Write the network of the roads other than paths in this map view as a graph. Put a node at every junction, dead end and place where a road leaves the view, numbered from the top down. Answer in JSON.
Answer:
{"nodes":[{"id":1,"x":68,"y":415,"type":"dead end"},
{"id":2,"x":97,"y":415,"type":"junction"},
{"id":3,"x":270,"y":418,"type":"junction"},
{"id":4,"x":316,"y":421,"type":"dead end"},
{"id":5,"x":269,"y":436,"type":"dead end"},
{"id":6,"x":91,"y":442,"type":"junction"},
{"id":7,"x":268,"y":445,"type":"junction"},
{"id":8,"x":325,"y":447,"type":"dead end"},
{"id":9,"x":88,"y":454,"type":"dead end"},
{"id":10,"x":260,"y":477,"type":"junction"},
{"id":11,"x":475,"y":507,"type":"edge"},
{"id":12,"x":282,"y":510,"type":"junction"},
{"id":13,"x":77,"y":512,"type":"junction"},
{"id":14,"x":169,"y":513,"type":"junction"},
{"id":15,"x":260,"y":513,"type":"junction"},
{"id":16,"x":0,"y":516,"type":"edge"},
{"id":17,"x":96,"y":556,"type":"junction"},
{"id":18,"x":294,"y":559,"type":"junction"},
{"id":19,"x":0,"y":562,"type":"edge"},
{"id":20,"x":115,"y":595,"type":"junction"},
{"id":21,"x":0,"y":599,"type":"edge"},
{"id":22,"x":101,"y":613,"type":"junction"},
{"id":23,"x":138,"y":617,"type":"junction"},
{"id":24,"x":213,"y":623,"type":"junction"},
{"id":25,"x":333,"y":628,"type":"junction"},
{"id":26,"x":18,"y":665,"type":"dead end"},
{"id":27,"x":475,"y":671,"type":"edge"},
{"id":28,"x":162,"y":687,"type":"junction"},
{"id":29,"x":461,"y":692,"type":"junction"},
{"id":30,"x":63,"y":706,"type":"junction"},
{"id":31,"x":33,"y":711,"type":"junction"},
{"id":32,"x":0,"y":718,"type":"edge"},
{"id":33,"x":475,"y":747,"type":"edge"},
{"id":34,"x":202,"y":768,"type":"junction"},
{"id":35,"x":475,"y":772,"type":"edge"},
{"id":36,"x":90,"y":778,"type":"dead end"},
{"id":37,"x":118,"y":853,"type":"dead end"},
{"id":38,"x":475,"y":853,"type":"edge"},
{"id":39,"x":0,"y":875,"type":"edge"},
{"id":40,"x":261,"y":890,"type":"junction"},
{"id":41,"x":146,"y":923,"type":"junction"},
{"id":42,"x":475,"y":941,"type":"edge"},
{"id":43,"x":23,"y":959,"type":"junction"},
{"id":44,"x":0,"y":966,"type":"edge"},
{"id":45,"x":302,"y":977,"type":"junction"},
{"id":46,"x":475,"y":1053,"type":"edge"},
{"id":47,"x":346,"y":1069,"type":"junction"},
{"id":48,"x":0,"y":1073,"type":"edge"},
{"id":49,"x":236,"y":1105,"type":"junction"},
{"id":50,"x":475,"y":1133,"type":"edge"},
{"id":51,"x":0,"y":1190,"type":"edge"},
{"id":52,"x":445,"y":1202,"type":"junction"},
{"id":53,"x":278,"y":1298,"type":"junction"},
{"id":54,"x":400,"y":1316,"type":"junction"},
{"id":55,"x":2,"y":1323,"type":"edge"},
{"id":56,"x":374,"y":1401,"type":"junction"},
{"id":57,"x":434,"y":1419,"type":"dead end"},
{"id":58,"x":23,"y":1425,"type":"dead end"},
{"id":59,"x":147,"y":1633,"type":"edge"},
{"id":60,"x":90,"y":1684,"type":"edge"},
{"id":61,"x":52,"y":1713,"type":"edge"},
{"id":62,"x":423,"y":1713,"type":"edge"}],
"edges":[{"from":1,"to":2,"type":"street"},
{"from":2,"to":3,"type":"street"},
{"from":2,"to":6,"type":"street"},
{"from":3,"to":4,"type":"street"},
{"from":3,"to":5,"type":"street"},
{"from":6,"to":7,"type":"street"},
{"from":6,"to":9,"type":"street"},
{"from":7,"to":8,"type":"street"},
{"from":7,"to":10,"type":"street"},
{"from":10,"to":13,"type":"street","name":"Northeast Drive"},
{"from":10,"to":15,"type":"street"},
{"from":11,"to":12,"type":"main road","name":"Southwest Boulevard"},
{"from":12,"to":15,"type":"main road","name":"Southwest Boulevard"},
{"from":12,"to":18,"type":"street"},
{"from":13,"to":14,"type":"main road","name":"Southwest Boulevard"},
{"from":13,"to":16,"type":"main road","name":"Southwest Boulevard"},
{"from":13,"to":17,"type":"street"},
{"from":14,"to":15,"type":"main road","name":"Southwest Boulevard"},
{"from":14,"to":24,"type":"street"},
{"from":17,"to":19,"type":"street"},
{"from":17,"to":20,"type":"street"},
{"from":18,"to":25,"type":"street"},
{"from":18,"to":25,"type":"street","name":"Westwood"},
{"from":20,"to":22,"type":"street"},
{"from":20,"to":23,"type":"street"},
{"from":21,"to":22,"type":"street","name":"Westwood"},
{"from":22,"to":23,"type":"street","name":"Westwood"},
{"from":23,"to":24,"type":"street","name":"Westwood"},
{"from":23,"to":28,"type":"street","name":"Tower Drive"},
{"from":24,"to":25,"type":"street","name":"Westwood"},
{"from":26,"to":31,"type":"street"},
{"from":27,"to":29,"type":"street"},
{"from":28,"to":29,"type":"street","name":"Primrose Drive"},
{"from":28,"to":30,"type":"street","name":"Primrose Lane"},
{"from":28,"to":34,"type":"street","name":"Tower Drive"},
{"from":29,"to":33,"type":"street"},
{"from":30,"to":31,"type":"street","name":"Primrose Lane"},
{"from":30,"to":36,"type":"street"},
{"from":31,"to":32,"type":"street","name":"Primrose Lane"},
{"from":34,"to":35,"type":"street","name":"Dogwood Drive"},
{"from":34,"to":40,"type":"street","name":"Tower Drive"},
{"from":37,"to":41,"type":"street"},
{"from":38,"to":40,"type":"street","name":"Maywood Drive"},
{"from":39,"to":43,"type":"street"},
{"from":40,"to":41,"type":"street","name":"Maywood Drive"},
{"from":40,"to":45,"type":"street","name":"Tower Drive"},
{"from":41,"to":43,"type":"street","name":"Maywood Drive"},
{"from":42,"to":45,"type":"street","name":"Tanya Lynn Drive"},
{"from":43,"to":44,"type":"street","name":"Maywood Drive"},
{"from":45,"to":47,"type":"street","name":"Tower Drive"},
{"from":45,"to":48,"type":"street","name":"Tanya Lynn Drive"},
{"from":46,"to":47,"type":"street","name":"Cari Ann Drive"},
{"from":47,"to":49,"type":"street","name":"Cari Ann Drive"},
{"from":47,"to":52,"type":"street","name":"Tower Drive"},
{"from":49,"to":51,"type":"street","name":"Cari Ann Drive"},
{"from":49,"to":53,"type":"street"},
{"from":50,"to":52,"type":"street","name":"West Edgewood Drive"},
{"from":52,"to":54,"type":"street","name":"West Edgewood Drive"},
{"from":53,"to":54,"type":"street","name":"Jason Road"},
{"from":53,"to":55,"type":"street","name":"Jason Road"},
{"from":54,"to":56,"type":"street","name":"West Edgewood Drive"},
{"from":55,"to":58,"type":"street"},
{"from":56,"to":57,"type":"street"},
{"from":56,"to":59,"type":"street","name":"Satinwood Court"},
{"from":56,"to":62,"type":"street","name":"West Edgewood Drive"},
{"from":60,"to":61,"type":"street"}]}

++++++++

**Task brief:**
Keeping every word as it is, repeat all of the records.

**Response to the exercise:**
Write the network of the roads other than paths in this map view as a graph. Put a node at every junction, dead end and place where a road leaves the view, numbered from the top down. Answer in JSON.
Answer:
{"nodes":[{"id":1,"x":68,"y":415,"type":"dead end"},
{"id":2,"x":97,"y":415,"type":"junction"},
{"id":3,"x":270,"y":418,"type":"junction"},
{"id":4,"x":316,"y":421,"type":"dead end"},
{"id":5,"x":269,"y":436,"type":"dead end"},
{"id":6,"x":91,"y":442,"type":"junction"},
{"id":7,"x":268,"y":445,"type":"junction"},
{"id":8,"x":325,"y":447,"type":"dead end"},
{"id":9,"x":88,"y":454,"type":"dead end"},
{"id":10,"x":260,"y":477,"type":"junction"},
{"id":11,"x":475,"y":507,"type":"edge"},
{"id":12,"x":282,"y":510,"type":"junction"},
{"id":13,"x":77,"y":512,"type":"junction"},
{"id":14,"x":169,"y":513,"type":"junction"},
{"id":15,"x":260,"y":513,"type":"junction"},
{"id":16,"x":0,"y":516,"type":"edge"},
{"id":17,"x":96,"y":556,"type":"junction"},
{"id":18,"x":294,"y":559,"type":"junction"},
{"id":19,"x":0,"y":562,"type":"edge"},
{"id":20,"x":115,"y":595,"type":"junction"},
{"id":21,"x":0,"y":599,"type":"edge"},
{"id":22,"x":101,"y":613,"type":"junction"},
{"id":23,"x":138,"y":617,"type":"junction"},
{"id":24,"x":213,"y":623,"type":"junction"},
{"id":25,"x":333,"y":628,"type":"junction"},
{"id":26,"x":18,"y":665,"type":"dead end"},
{"id":27,"x":475,"y":671,"type":"edge"},
{"id":28,"x":162,"y":687,"type":"junction"},
{"id":29,"x":461,"y":692,"type":"junction"},
{"id":30,"x":63,"y":706,"type":"junction"},
{"id":31,"x":33,"y":711,"type":"junction"},
{"id":32,"x":0,"y":718,"type":"edge"},
{"id":33,"x":475,"y":747,"type":"edge"},
{"id":34,"x":202,"y":768,"type":"junction"},
{"id":35,"x":475,"y":772,"type":"edge"},
{"id":36,"x":90,"y":778,"type":"dead end"},
{"id":37,"x":118,"y":853,"type":"dead end"},
{"id":38,"x":475,"y":853,"type":"edge"},
{"id":39,"x":0,"y":875,"type":"edge"},
{"id":40,"x":261,"y":890,"type":"junction"},
{"id":41,"x":146,"y":923,"type":"junction"},
{"id":42,"x":475,"y":941,"type":"edge"},
{"id":43,"x":23,"y":959,"type":"junction"},
{"id":44,"x":0,"y":966,"type":"edge"},
{"id":45,"x":302,"y":977,"type":"junction"},
{"id":46,"x":475,"y":1053,"type":"edge"},
{"id":47,"x":346,"y":1069,"type":"junction"},
{"id":48,"x":0,"y":1073,"type":"edge"},
{"id":49,"x":236,"y":1105,"type":"junction"},
{"id":50,"x":475,"y":1133,"type":"edge"},
{"id":51,"x":0,"y":1190,"type":"edge"},
{"id":52,"x":445,"y":1202,"type":"junction"},
{"id":53,"x":278,"y":1298,"type":"junction"},
{"id":54,"x":400,"y":1316,"type":"junction"},
{"id":55,"x":2,"y":1323,"type":"edge"},
{"id":56,"x":374,"y":1401,"type":"junction"},
{"id":57,"x":434,"y":1419,"type":"dead end"},
{"id":58,"x":23,"y":1425,"type":"dead end"},
{"id":59,"x":147,"y":1633,"type":"edge"},
{"id":60,"x":90,"y":1684,"type":"edge"},
{"id":61,"x":52,"y":1713,"type":"edge"},
{"id":62,"x":423,"y":1713,"type":"edge"}],
"edges":[{"from":1,"to":2,"type":"street"},
{"from":2,"to":3,"type":"street"},
{"from":2,"to":6,"type":"street"},
{"from":3,"to":4,"type":"street"},
{"from":3,"to":5,"type":"street"},
{"from":6,"to":7,"type":"street"},
{"from":6,"to":9,"type":"street"},
{"from":7,"to":8,"type":"street"},
{"from":7,"to":10,"type":"street"},
{"from":10,"to":13,"type":"street","name":"Northeast Drive"},
{"from":10,"to":15,"type":"street"},
{"from":11,"to":12,"type":"main road","name":"Southwest Boulevard"},
{"from":12,"to":15,"type":"main road","name":"Southwest Boulevard"},
{"from":12,"to":18,"type":"street"},
{"from":13,"to":14,"type":"main road","name":"Southwest Boulevard"},
{"from":13,"to":16,"type":"main road","name":"Southwest Boulevard"},
{"from":13,"to":17,"type":"street"},
{"from":14,"to":15,"type":"main road","name":"Southwest Boulevard"},
{"from":14,"to":24,"type":"street"},
{"from":17,"to":19,"type":"street"},
{"from":17,"to":20,"type":"street"},
{"from":18,"to":25,"type":"street"},
{"from":18,"to":25,"type":"street","name":"Westwood"},
{"from":20,"to":22,"type":"street"},
{"from":20,"to":23,"type":"street"},
{"from":21,"to":22,"type":"street","name":"Westwood"},
{"from":22,"to":23,"type":"street","name":"Westwood"},
{"from":23,"to":24,"type":"street","name":"Westwood"},
{"from":23,"to":28,"type":"street","name":"Tower Drive"},
{"from":24,"to":25,"type":"street","name":"Westwood"},
{"from":26,"to":31,"type":"street"},
{"from":27,"to":29,"type":"street"},
{"from":28,"to":29,"type":"street","name":"Primrose Drive"},
{"from":28,"to":30,"type":"street","name":"Primrose Lane"},
{"from":28,"to":34,"type":"street","name":"Tower Drive"},
{"from":29,"to":33,"type":"street"},
{"from":30,"to":31,"type":"street","name":"Primrose Lane"},
{"from":30,"to":36,"type":"street"},
{"from":31,"to":32,"type":"street","name":"Primrose Lane"},
{"from":34,"to":35,"type":"street","name":"Dogwood Drive"},
{"from":34,"to":40,"type":"street","name":"Tower Drive"},
{"from":37,"to":41,"type":"street"},
{"from":38,"to":40,"type":"street","name":"Maywood Drive"},
{"from":39,"to":43,"type":"street"},
{"from":40,"to":41,"type":"street","name":"Maywood Drive"},
{"from":40,"to":45,"type":"street","name":"Tower Drive"},
{"from":41,"to":43,"type":"street","name":"Maywood Drive"},
{"from":42,"to":45,"type":"street","name":"Tanya Lynn Drive"},
{"from":43,"to":44,"type":"street","name":"Maywood Drive"},
{"from":45,"to":47,"type":"street","name":"Tower Drive"},
{"from":45,"to":48,"type":"street","name":"Tanya Lynn Drive"},
{"from":46,"to":47,"type":"street","name":"Cari Ann Drive"},
{"from":47,"to":49,"type":"street","name":"Cari Ann Drive"},
{"from":47,"to":52,"type":"street","name":"Tower Drive"},
{"from":49,"to":51,"type":"street","name":"Cari Ann Drive"},
{"from":49,"to":53,"type":"street"},
{"from":50,"to":52,"type":"street","name":"West Edgewood Drive"},
{"from":52,"to":54,"type":"street","name":"West Edgewood Drive"},
{"from":53,"to":54,"type":"street","name":"Jason Road"},
{"from":53,"to":55,"type":"street","name":"Jason Road"},
{"from":54,"to":56,"type":"street","name":"West Edgewood Drive"},
{"from":55,"to":58,"type":"street"},
{"from":56,"to":57,"type":"street"},
{"from":56,"to":59,"type":"street","name":"Satinwood Court"},
{"from":56,"to":62,"type":"street","name":"West Edgewood Drive"},
{"from":60,"to":61,"type":"street"}]}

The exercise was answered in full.